TASK STATEMENT → Print out every line of the material exactly. Include no pictures.

DATA TO EXAMINE →
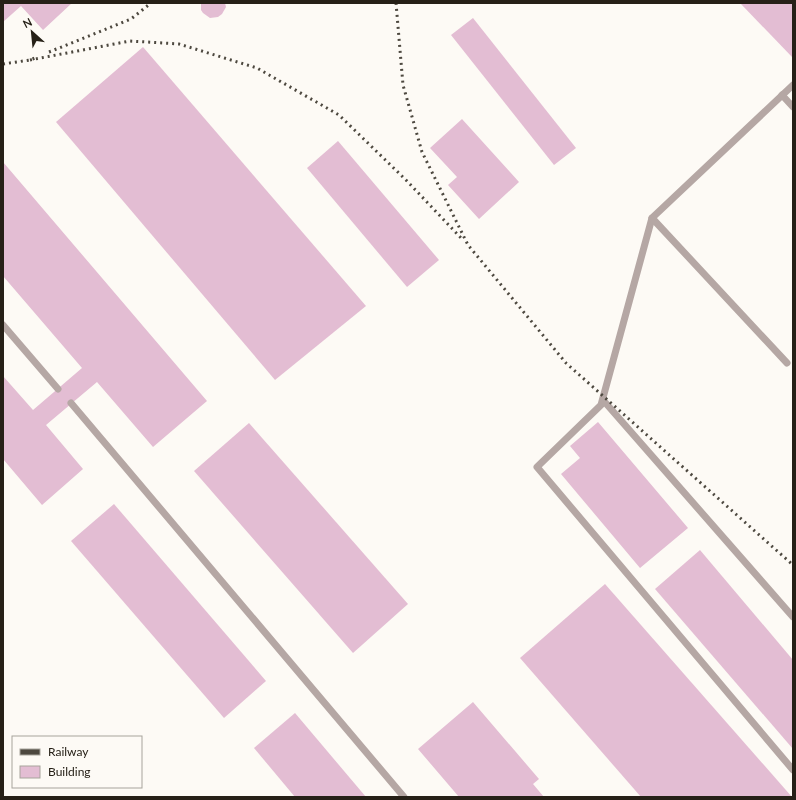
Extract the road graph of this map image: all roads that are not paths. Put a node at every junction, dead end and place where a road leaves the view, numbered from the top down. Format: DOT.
graph roads {
  1 [pos="793,85"];
  2 [pos="782,96"];
  3 [pos="793,108"];
  4 [pos="652,218"];
  5 [pos="3,325"];
  6 [pos="787,363"];
  7 [pos="58,389"];
  8 [pos="603,400"];
  9 [pos="71,403"];
  10 [pos="793,617"];
  11 [pos="793,770"];
  12 [pos="404,797"];
  1 -- 2 [label="lane"];
  2 -- 3 [label="lane"];
  2 -- 4 [label="lane"];
  4 -- 6 [label="lane"];
  4 -- 8 [label="lane"];
  5 -- 7 [label="lane"];
  8 -- 10 [label="lane"];
  8 -- 11 [label="lane"];
  9 -- 12 [label="lane"];
}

REPLY TO THE TASK →
Extract the road graph of this map image: all roads that are not paths. Put a node at every junction, dead end and place where a road leaves the view, numbered from the top down. Format: DOT.
graph roads {
  1 [pos="793,85"];
  2 [pos="782,96"];
  3 [pos="793,108"];
  4 [pos="652,218"];
  5 [pos="3,325"];
  6 [pos="787,363"];
  7 [pos="58,389"];
  8 [pos="603,400"];
  9 [pos="71,403"];
  10 [pos="793,617"];
  11 [pos="793,770"];
  12 [pos="404,797"];
  1 -- 2 [label="lane"];
  2 -- 3 [label="lane"];
  2 -- 4 [label="lane"];
  4 -- 6 [label="lane"];
  4 -- 8 [label="lane"];
  5 -- 7 [label="lane"];
  8 -- 10 [label="lane"];
  8 -- 11 [label="lane"];
  9 -- 12 [label="lane"];
}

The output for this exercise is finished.